Bad News for Katie Couric

 by Marc Rudov, Branding Advisor to CEOs
 June 14, 2007

Dan Rather’s criticism of his old employer, CBS News, wreaked havoc this week. With Katie Couric in the $16M anchor chair, CBS News is experiencing the worst ratings in its history. Mr. Rather asserted that the Tiffany Network caused the ratings slide in its news division by “dumbing it down and tarting it up.”

Les Moonves, president of CBS, shot back by labeling Rather’s comments “sexist.” Sexist? More like spot-on.

I rarely agree with Dan Rather, but I concur with him in this case. Why did CBS dumb down and tart up its news division? It’s not rocket science, folks. Look no further than Paris Hilton. There is no other way to provide round-the-clock coverage of her pathetic life than to use small words and pretty pictures. But, that’s what the masses want, and that’s what all the networks are delivering to them. If you want to know what real sexism is, Mr. Moonves, it’s following a blonde bubblehead from dawn ’til dusk.

There is, however, more to the debacle at CBS Evening News than the blonde-izing of it. This venerable broadcast slot had become a magnet for people in their 60s, mostly males. As such, it is an advertiser’s nightmare and a money-loser for any network. So, CBS News decided to target young females — fresh college graduates up to those in their mid-30s.

CBS’s solution: hire the perky Katie Couric, whom the target audience loved on the Today Show. Unfortunately, the Today Show and hard news are lightyears apart and require different personalities. Even the affable Matt Lauer couldn’t cut it in hard news.

Wardrobe Shifts and Experiments

I remember when Katie Couric arrived. Mothers exclaimed that they would watch her with their daughters, marking a new chapter in feminist history. Yeah, right. I couldn’t take more than five minutes of her program. Because she couldn’t think of a signoff, she asked her audience to suggest one — a demonstration of zero authority. Then, she began a series of wardrobe shifts and experiments, then alternated standing and sitting while delivering the news — more evidence that something was awry.
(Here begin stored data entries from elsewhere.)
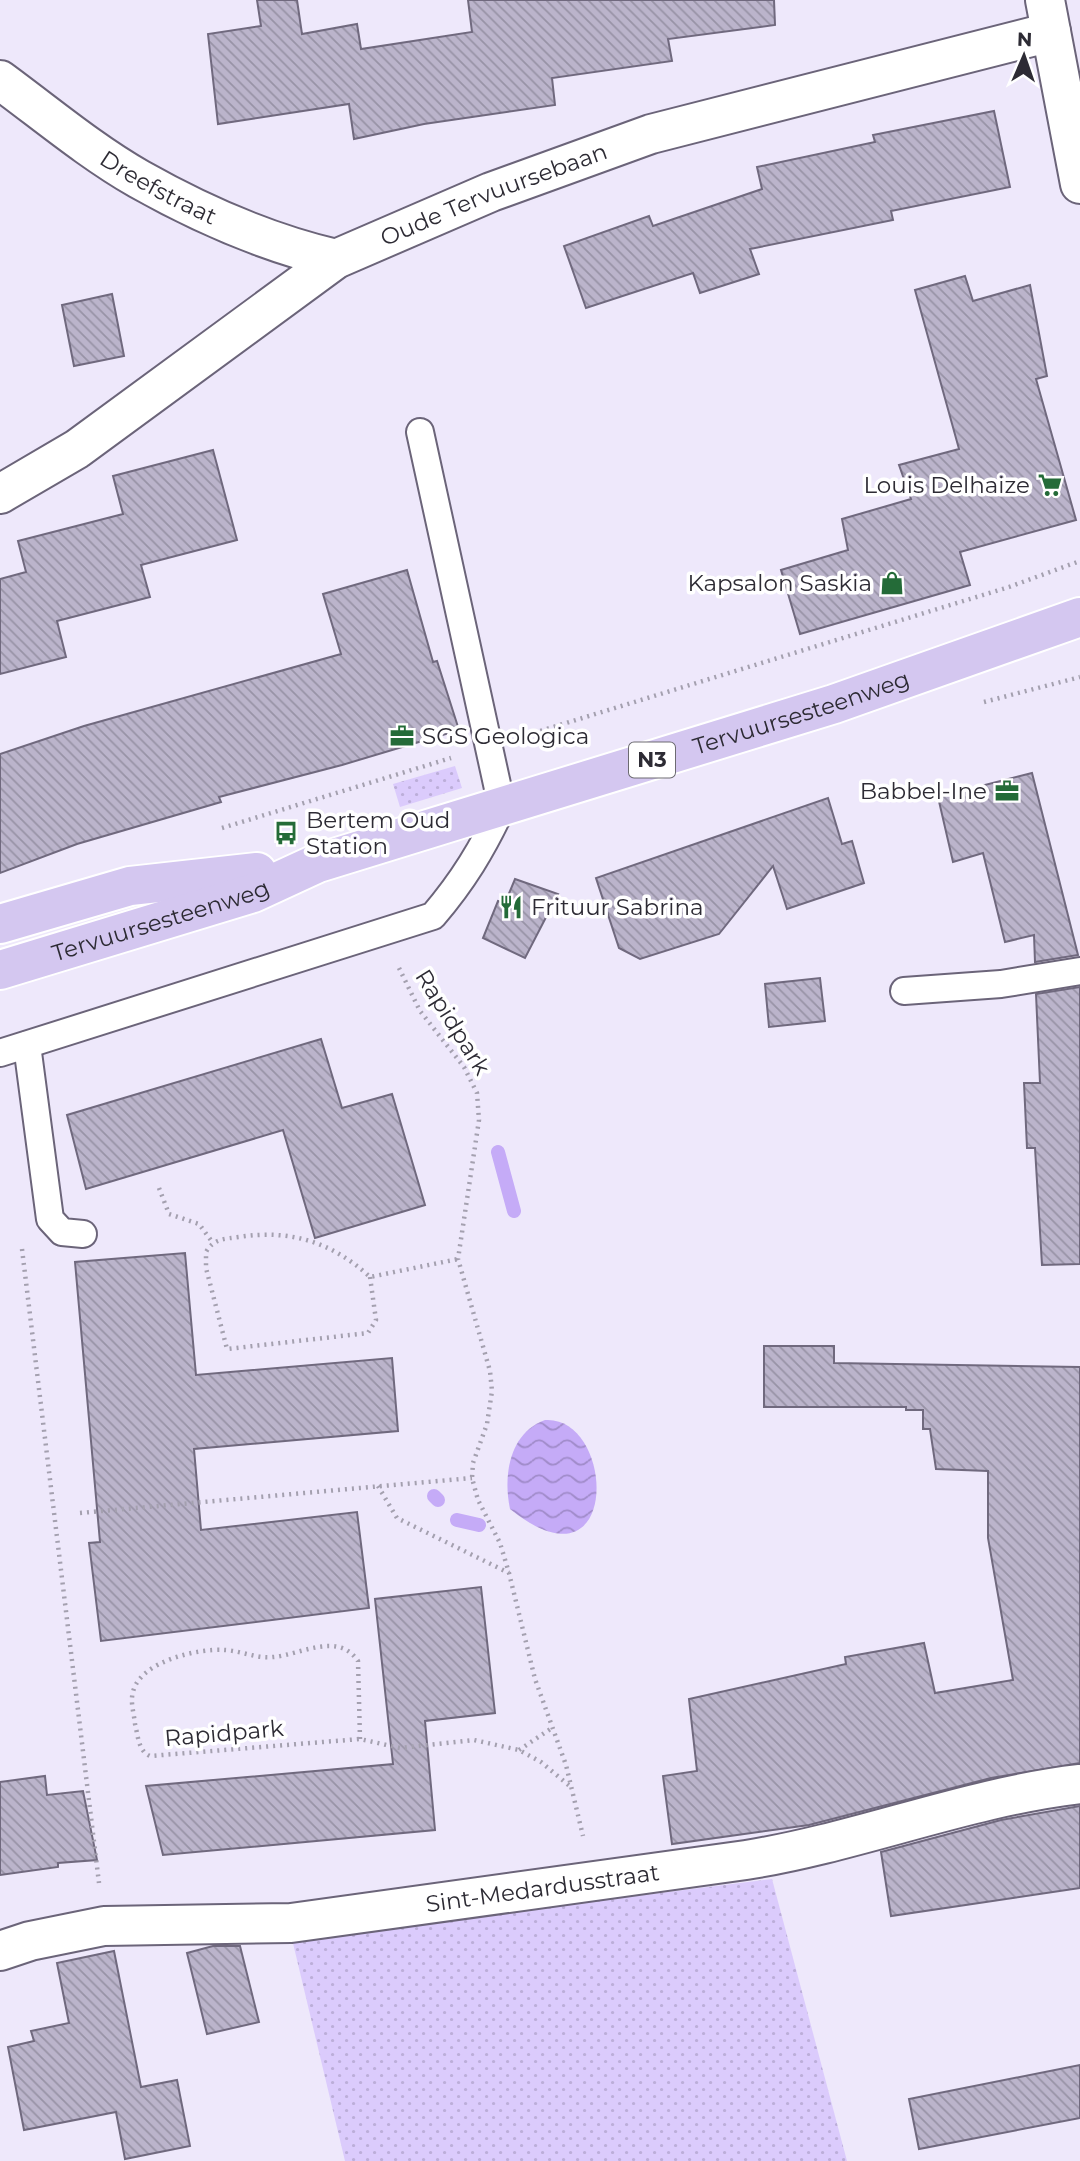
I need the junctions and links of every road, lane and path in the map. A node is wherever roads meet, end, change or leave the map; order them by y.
1 (1048, 16) edge
2 (0, 80) edge
3 (1080, 184) edge
4 (336, 258) junction
5 (420, 432) dead end
6 (0, 494) edge
7 (1080, 561) edge
8 (1080, 617) edge
9 (488, 746) junction
10 (502, 807) junction
11 (215, 830) dead end
12 (318, 863) junction
13 (0, 924) edge
14 (383, 931) junction
15 (0, 970) edge
16 (1080, 971) edge
17 (904, 991) dead end
18 (27, 1045) junction
19 (0, 1053) edge
20 (159, 1188) dead end
21 (83, 1234) dead end
22 (21, 1239) dead end
23 (212, 1243) junction
24 (458, 1259) junction
25 (370, 1277) junction
26 (472, 1478) junction
27 (378, 1486) junction
28 (80, 1513) dead end
29 (509, 1573) junction
30 (552, 1728) junction
31 (360, 1739) junction
32 (519, 1750) junction
33 (1080, 1784) edge
34 (573, 1788) junction
35 (594, 1881) junction
36 (104, 1926) junction
37 (0, 1951) edge

1 - 3 street
1 - 4 street, Oude Tervuursebaan
2 - 4 street, Dreefstraat
4 - 6 street, Oude Tervuursebaan
5 - 9 lane
7 - 9 path
8 - 10 main road, Tervuursesteenweg / N3
9 - 10 lane
9 - 11 path
10 - 12 main road, Tervuursesteenweg / N3
10 - 14 lane
12 - 13 main road, Tervuursesteenweg / N3
12 - 15 main road, Tervuursesteenweg / N3
14 - 18 lane
14 - 24 path, Rapidpark
16 - 17 lane
18 - 19 lane
18 - 21 lane
20 - 23 path
22 - 36 path
23 - 25 path
23 - 25 path
24 - 25 path
24 - 26 path, Rapidpark
26 - 27 path
26 - 29 path
27 - 28 path
27 - 29 path
29 - 30 path
30 - 32 path
30 - 34 path
31 - 31 path, Rapidpark
31 - 32 path, Rapidpark
32 - 34 path, Rapidpark
33 - 35 street, Sint-Medardusstraat
34 - 35 path
35 - 36 street, Sint-Medardusstraat
36 - 37 street, Sint-Medardusstraat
All of this was predictable, because there are three fundamental flaws in CBS’s business strategy:

  1. The news anchor is a dying, obsolescing occupation. There was a time when the network anchor was the source of news and that what he or she delivered was actually news. No longer. We have 24-hour cable news (with all points of view), the Internet, text messages, news radio, and talk radio. By the time the 22 minutes of broadcast evening “news” airs, much of it left-leaning, everything is old. At this juncture, any occupant of the anchor chair is essentially irrelevant; this will be more the case five years hence
  2. Targeting young females is futile. They don’t watch or care about the news. Hell, they don’t even vote (21 million American women under 44 years old aren’t registered). These women are too busy shopping, manicuring, bar-hopping, and emulating the shallow lifestyle of Paris Hilton. What they know about the war in Iraq comes from Comedy Central’s The Daily Show with Jon Stewart, a Bush-hating satirization of the news
  3. Katie Couric is not serious-news material. I just cannot take Katie seriously — and not because of her gender. It’s her personality. I like her personality, for light fare. That’s what she’s good at. I would have no problem getting hard news from Michelle Malkin or Megyn Kelly of Fox News, or Norah O’Donnell of MSNBC. They are attractive and able to discuss serious subjects with ease and authority. Katie Couric cannot.

Inconvenient Truth

Katie Couric — the wrong person in a vanishing job, seeking a nonexistent female audience — is now delivering news to a dwindling crowd of 60-something men while the ratings plummet. Hiring Katie Couric was a fundamental violation of Marketing 101, at a sunk cost of $16M per year and untold opportunity costs in the hundreds of millions of dollars.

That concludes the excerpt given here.